3. Metroid: Samus Returns
The last time Nintendo remade a Metroid game, it was probably the best Metroid. The last time MercurySteam tried to make a Metroidvania, it was subpar. Those were the conflicting concepts going to head in Metroid: Samus Returns. Fortunately, Nintendo’s guiding hand helped MercurySteam make an excellent Metroid remake that might not hit the highs of Zero Mission, but it livened up the previously weakest Metroid game.
The melee counter helped make combat slightly different and the Aeion abilities added the equivalent of a Super Guide mode as well as some new puzzle possibilities. I do wish Samus Returns added some new power-ups, but the glory of hunting down Metroid in a labyrinthian world is as good as ever here. I hope Metroid sticks around again and more so, I hope MercurySteam keeps working with Nintendo.
2. SteamWorld Dig 2
I only finished SteamWorld Dig 2 earlier in December, not because of anything other than being busy with other games. I had a great affection for developer Image & Form, primarily because SteamWorld Heist is a masterpiece and the folks there I’ve interacted with are genuinely nice human beings. Despite all that, I still think the first Dig is just an okay game, so my hype for Dig 2 was lessened.
Then I played SteamWorld Dig 2, and a lot of my complaints about the original washed away. I didn’t like how Dig 1 was so focused on random generation, and the fact that Dig 2 had plenty of deliberately designed areas (and wonderfully designed areas) enforced the depth and majesty of the controls and abilities. It did retain the better elements of the original in a more expanded way. The upgrades and boosts unlocked and acquired offer so much variety and progression. The moment when I got the jet pack was glorious, nailing that wonderful Metroid feeling of becoming an absolute powerhouse.

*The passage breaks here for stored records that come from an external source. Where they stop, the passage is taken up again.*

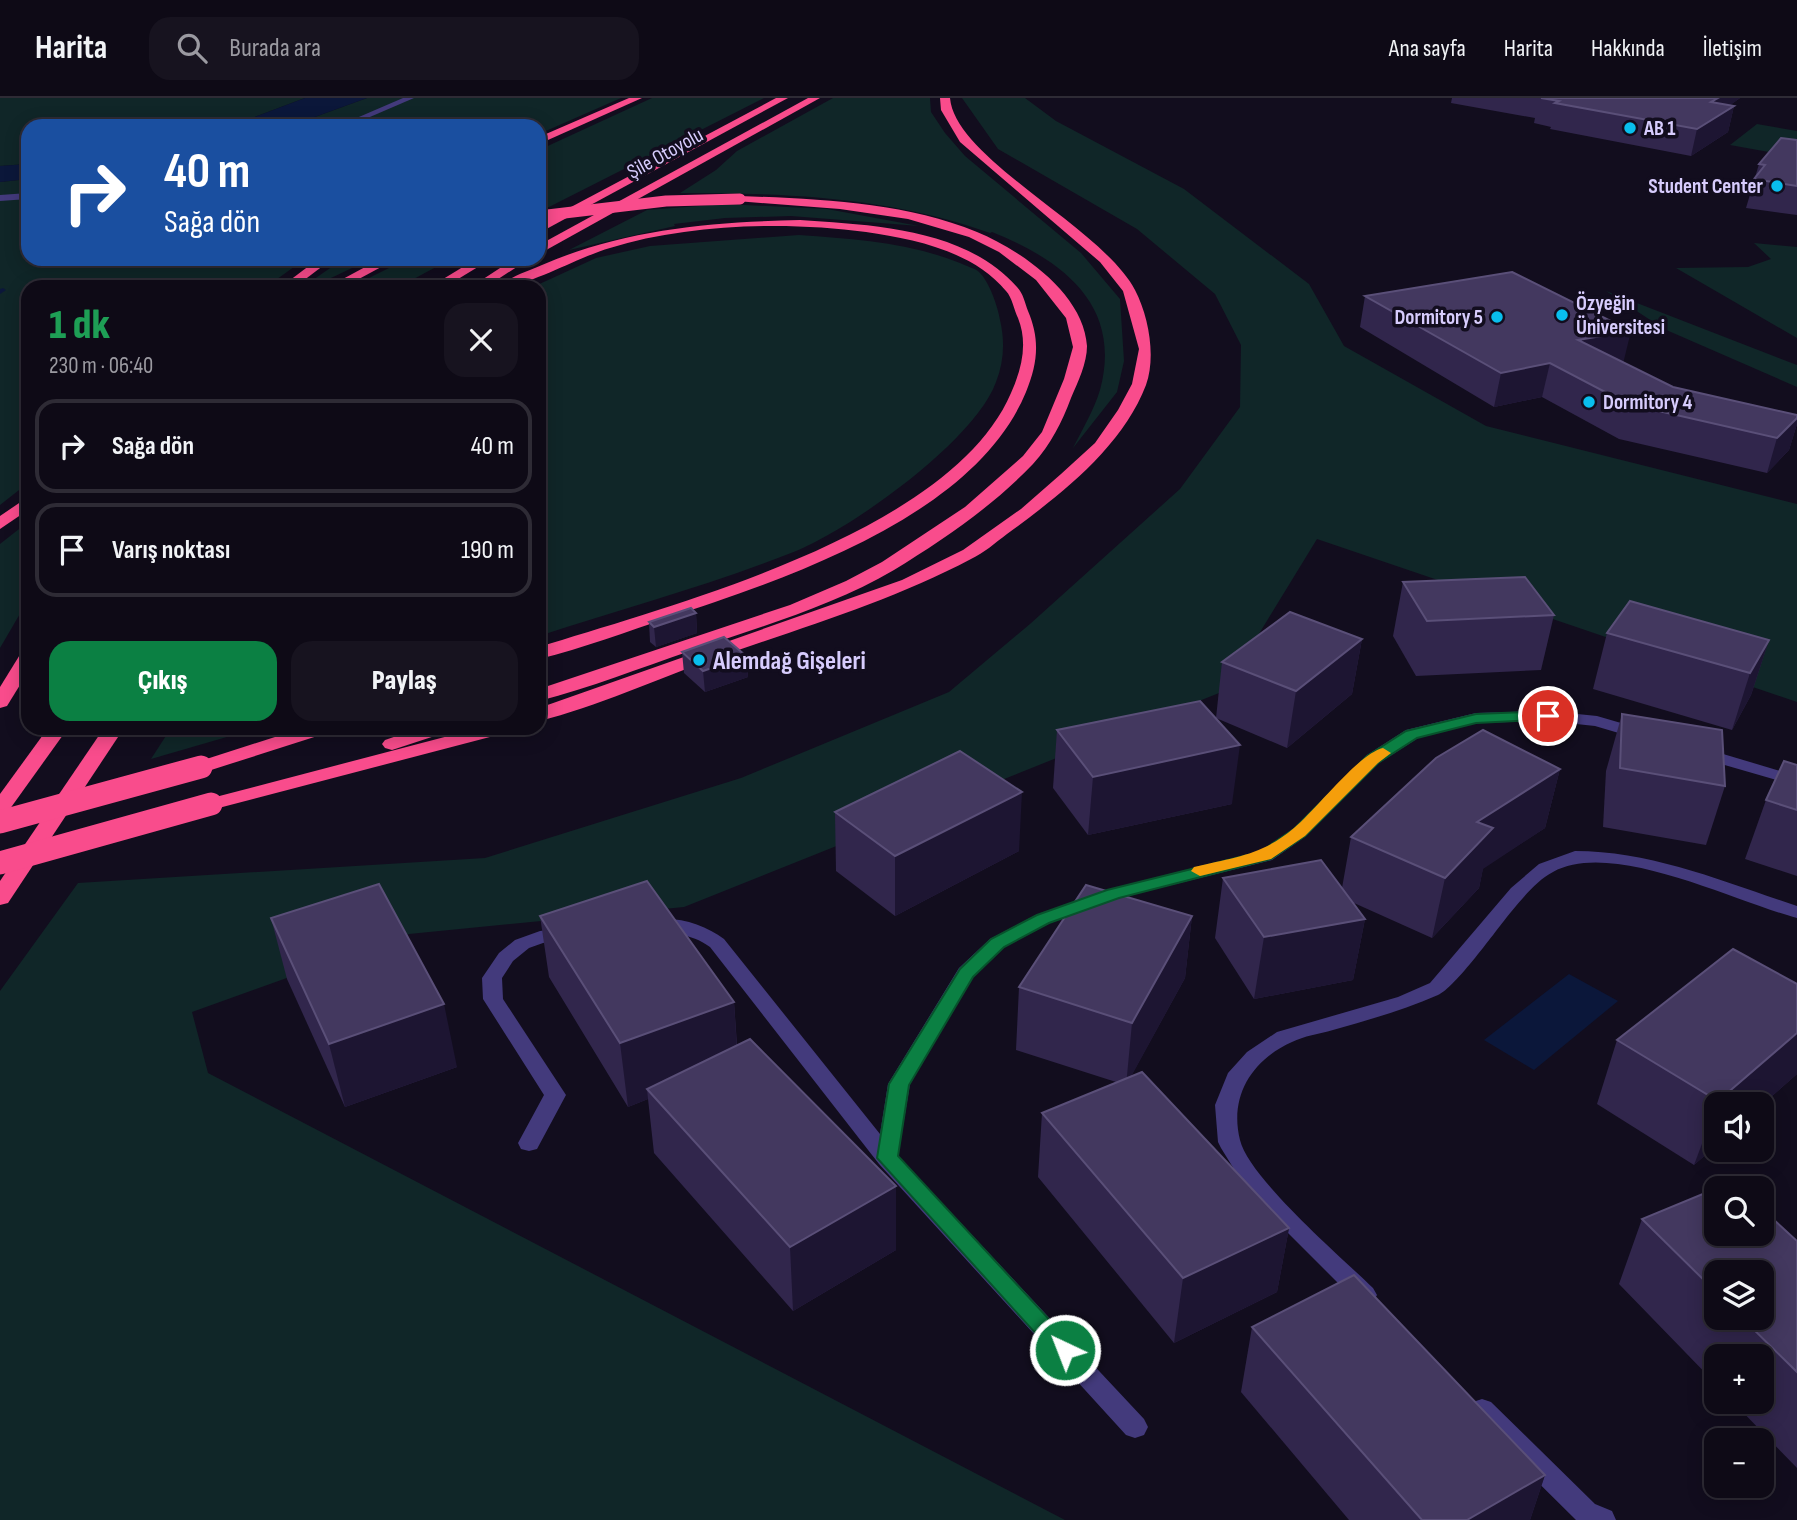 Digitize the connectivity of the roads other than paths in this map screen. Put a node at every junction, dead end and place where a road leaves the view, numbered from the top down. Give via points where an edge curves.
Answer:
1 (410, 98) edge
2 (637, 98) edge
3 (783, 98) edge
4 (815, 98) edge
5 (944, 98) edge
6 (359, 119) edge
7 (546, 138) edge
8 (21, 197) edge
9 (0, 198) edge
10 (546, 215) edge
11 (546, 225) edge
12 (546, 246) edge
13 (316, 266) edge
14 (375, 266) edge
15 (473, 266) edge
16 (512, 266) edge
17 (297, 280) edge
18 (348, 280) edge
19 (448, 280) edge
20 (488, 280) edge
21 (520, 280) edge
22 (21, 508) edge
23 (0, 524) edge
24 (546, 651) edge
25 (21, 668) edge
26 (546, 693) edge
27 (0, 702) edge
28 (546, 713) edge
29 (53, 735) edge
30 (109, 735) edge
31 (301, 735) edge
32 (419, 735) edge
33 (475, 735) edge
34 (1651, 737) edge
35 (1691, 749) edge
36 (1797, 781) edge
37 (211, 804) junction
38 (0, 809) edge
39 (0, 822) edge
40 (0, 863) edge
41 (0, 898) edge
42 (1797, 912) edge
43 (633, 926) edge
44 (580, 933) edge
45 (529, 1143) dead end
46 (887, 1158) junction
47 (1377, 1307) edge
48 (1467, 1395) edge
49 (1135, 1427) dead end
50 (1603, 1520) edge

1 - 6 street
2 - 7 highway
3 - 11 highway, Şile Otoyolu
4 - 12 highway, Şile Otoyolu
5 - 28 highway via 964,139 1104,259 1129,291 1146,349 1139,384 1125,411 1100,446 1027,512 969,554 908,584
8 - 9 street
10 - 26 highway, bridge via 666,201 740,198 865,208 941,226 1002,248 1036,270 1070,315 1080,345 1070,384 1044,441 1020,468 886,568 804,606
13 - 17 highway
14 - 18 highway
15 - 19 highway
16 - 20 highway
21 - 24 highway via 579,253 641,236 752,223 848,226 931,242 985,265 1011,285 1028,313 1032,350 1014,406 974,459 910,506 824,555
22 - 23 highway
25 - 27 highway
29 - 38 highway
30 - 41 highway
31 - 39 highway, bridge
32 - 37 highway
33 - 37 highway
34 - 46 street via 1598,722 1548,716 1476,719 1412,734 1373,759 1300,832 1266,856 1113,894 1043,919 997,943 966,973 899,1084
35 - 36 street
37 - 40 highway, bridge
42 - 47 street via 1660,867 1610,857 1575,857 1545,868 1518,892 1437,988 1405,1002 1284,1037 1254,1057 1235,1078 1226,1105 1229,1142 1258,1189
43 - 46 street via 684,926 717,943
44 - 45 street via 540,937 522,944 492,978 493,999 555,1095
46 - 49 street
48 - 50 street via 1586,1512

Even if I never find every last cave, I’ve adored my hours with SteamWorld Dig 2, and whatever Image & Form does next, I will wait for in gleeful anticipation.
1. The Legend of Zelda: Breath of the Wild
This time last year, I was afraid that Breath of the Wild might disappoint me. It had been very long since its initial reveal and while the E3 2016 showing was fantastic, I was uneasy after seeing the gameplay segment at The Game Awards 2016. Would Breath of the Wild live up to the expectations?
As evidenced by the fact it’s my Game of the Year, yes, yes it did. The Legend of Zelda: Breath of the Wild is the first open-world game I’ve ever truly loved. The way systems interact. The way the world looks like a freaking painting at various vistas. The elegance. The mystique. The charm. Breath of the Wild is pure gaming magic writ large. While it’s not without its flaws (going for 100% completion of Korok Seeds seems like hell; the inventory can be rough), it does so much right that any complaints are negligible for me, even more so nine months later.
My affection for Breath of the Wild was put to the test when my Switch died in August and I lost my 70+ hours or progress. I didn’t go back to the game for quite a while, but when I did, the fungibility of its design shimmered. Instead of going right, I went left, and challenges I faced late-game were now early-game trials. It felt new and fresh despite being the same gameplay in similar environments. It has a slow pace, but the pace is beautiful. I want to take my time with this game because it’s an enjoyable world to spend time in.
I tried very hard to not be hyperbolic when I first played Breath of the Wild, but at this point, I have to admit the reality. The Legend of Zelda: Breath of the Wild might be one of my favorite games ever made.